Inter-observer agreement in the assessment of endoscopic findings in ulcerative colitis

Abstract
Endoscopic findings are essential in evaluating the disease activity in ulcerative colitis. The aim of this study was to evaluate how endoscopists assess individual endoscopic features of mucosal inflammation in ulcerative colitis, the inter-observer agreement, and the importance of the observers' experience. Five video clips of ulcerative colitis were shown to a group of experienced and a group of inexperienced endoscopists. Both groups were asked to assess eight endoscopic features and the overall mucosal inflammation on a visual analogue scale. The following statistical analyses were used; Contingency tables analysis, kappa analysis, analysis of variance, Pearson linear correlation analysis, general linear models, and agreement analysis. All tests were carried out two-tailed, with a significance level of 5%. The inter-observer agreement ranged from very good to moderate in the experienced group and from very good to fair in the inexperienced group. There was a significantly better inter-observer agreement in the experienced group in the rating of 6 out of 9 features (p < 0.05). The experienced and inexperienced endoscopists scored the "ulcerations" significantly different. (p = 0.05). The inter-observer variation of the mean score of "erosions", "ulcerations" and endoscopic activity index in mild disease, and the scoring of "erythema" and "oedema" in moderate-severe disease was significantly higher in the inexperienced group. A correlation was seen between all the observed endoscopic features in both groups of endoscopists. Among experienced endoscopists, a set of four endoscopic variables ("Vascular pattern", "Erosions", "Ulcerations" and Friability") explained 92% of the variation in EAI. By including "Granularity" in these set 91% of the variation in EAI was explained in the group of inexperienced endoscopists.

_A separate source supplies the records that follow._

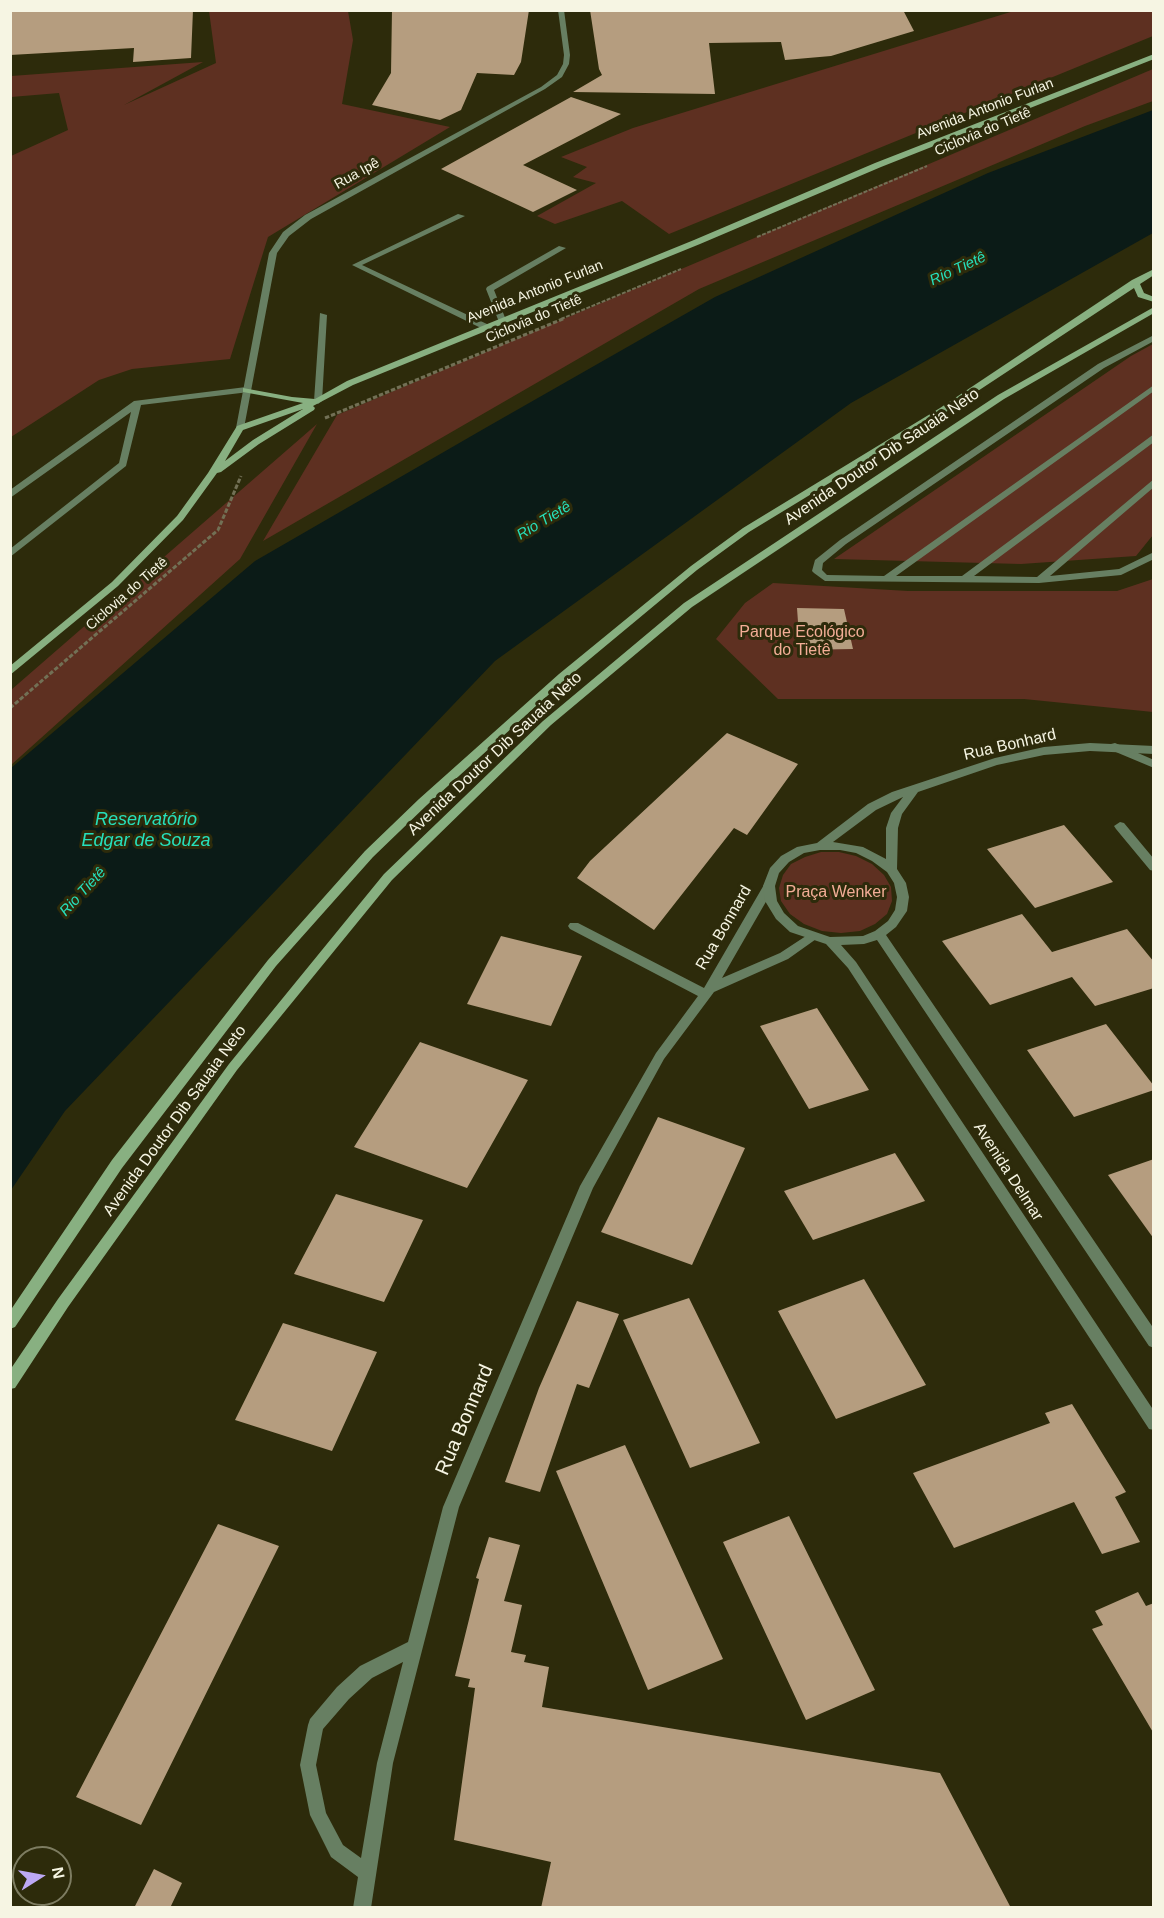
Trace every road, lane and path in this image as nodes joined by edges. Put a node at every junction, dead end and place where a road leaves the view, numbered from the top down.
1 (561, 10) edge
2 (1154, 56) edge
3 (935, 163) dead end
4 (461, 216) dead end
5 (749, 241) dead end
6 (562, 248) dead end
7 (683, 268) dead end
8 (1154, 271) edge
9 (1135, 282) junction
10 (1154, 300) edge
11 (1154, 309) edge
12 (323, 315) dead end
13 (502, 320) junction
14 (486, 327) junction
15 (1154, 337) edge
16 (350, 383) junction
17 (1154, 387) edge
18 (246, 390) junction
19 (318, 401) junction
20 (137, 403) junction
21 (322, 420) dead end
22 (240, 428) junction
23 (1154, 437) edge
24 (242, 473) dead end
25 (212, 474) junction
26 (1154, 482) edge
27 (10, 495) edge
28 (10, 554) edge
29 (1154, 555) edge
30 (884, 580) junction
31 (963, 580) junction
32 (1039, 580) junction
33 (10, 672) edge
34 (10, 708) edge
35 (1114, 746) junction
36 (1154, 750) edge
37 (1154, 764) edge
38 (916, 787) junction
39 (1120, 826) dead end
40 (820, 846) junction
41 (1154, 867) edge
42 (891, 869) junction
43 (769, 886) junction
44 (574, 926) dead end
45 (879, 934) junction
46 (813, 938) junction
47 (830, 941) junction
48 (708, 992) junction
49 (10, 1323) edge
50 (1154, 1342) edge
51 (10, 1383) edge
52 (1154, 1424) edge
53 (415, 1647) junction
54 (368, 1874) junction
55 (362, 1908) edge

1 - 18 street, Rua Ipê
2 - 13 main road, Avenida Antonio Furlan
3 - 5 path, Ciclovia do Tietê
4 - 14 street
6 - 13 street
7 - 21 path, Ciclovia do Tietê
8 - 9 main road, Avenida Doutor Dib Sauaia Neto
9 - 10 main road
9 - 49 main road, Avenida Doutor Dib Sauaia Neto
11 - 51 main road, Avenida Doutor Dib Sauaia Neto
12 - 19 street
13 - 14 main road, Avenida Antonio Furlan
14 - 16 main road, Avenida Antonio Furlan
15 - 30 street
16 - 19 main road, Avenida Antonio Furlan
16 - 25 main road
17 - 30 street
18 - 19 main road
18 - 20 street
18 - 22 street, Rua Ipê
19 - 22 main road, Avenida Antonio Furlan
20 - 27 street
20 - 28 street
22 - 25 main road
23 - 31 street
24 - 34 path, Ciclovia do Tietê
25 - 33 main road
26 - 32 street
29 - 32 street
30 - 31 street
31 - 32 street
35 - 36 street
35 - 37 street
35 - 38 street, Rua Bonhard
38 - 40 street, Rua Bonhard
38 - 42 street
39 - 41 street
40 - 42 street
40 - 43 street
42 - 45 street
43 - 46 street
43 - 48 street, Rua Bonnard
44 - 48 street
45 - 47 street
45 - 50 street, Avenida Delmar
46 - 47 street
46 - 48 street, Rua Bonnard
47 - 52 street, Avenida Delmar
48 - 53 street, Rua Bonnard
53 - 54 street, Rua Bonnard
53 - 54 street
54 - 55 street, Rua Bonnard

The inter-observer agreement in the rating of endoscopic features characterising ulcerative colitis is satisfactory in both groups of endoscopists but significantly higher in the experienced group. The difference in the mean score between the two groups is only significant for "ulcerations". The endoscopic variables "Vascular pattern", "Erosions", "Ulcerations" and Friability" explained the overall endoscopic activity index. Even though the present result is quite satisfactory, there is a potential of improvement. Improved grading systems might contribute to improve the consistency of endoscopic descriptions.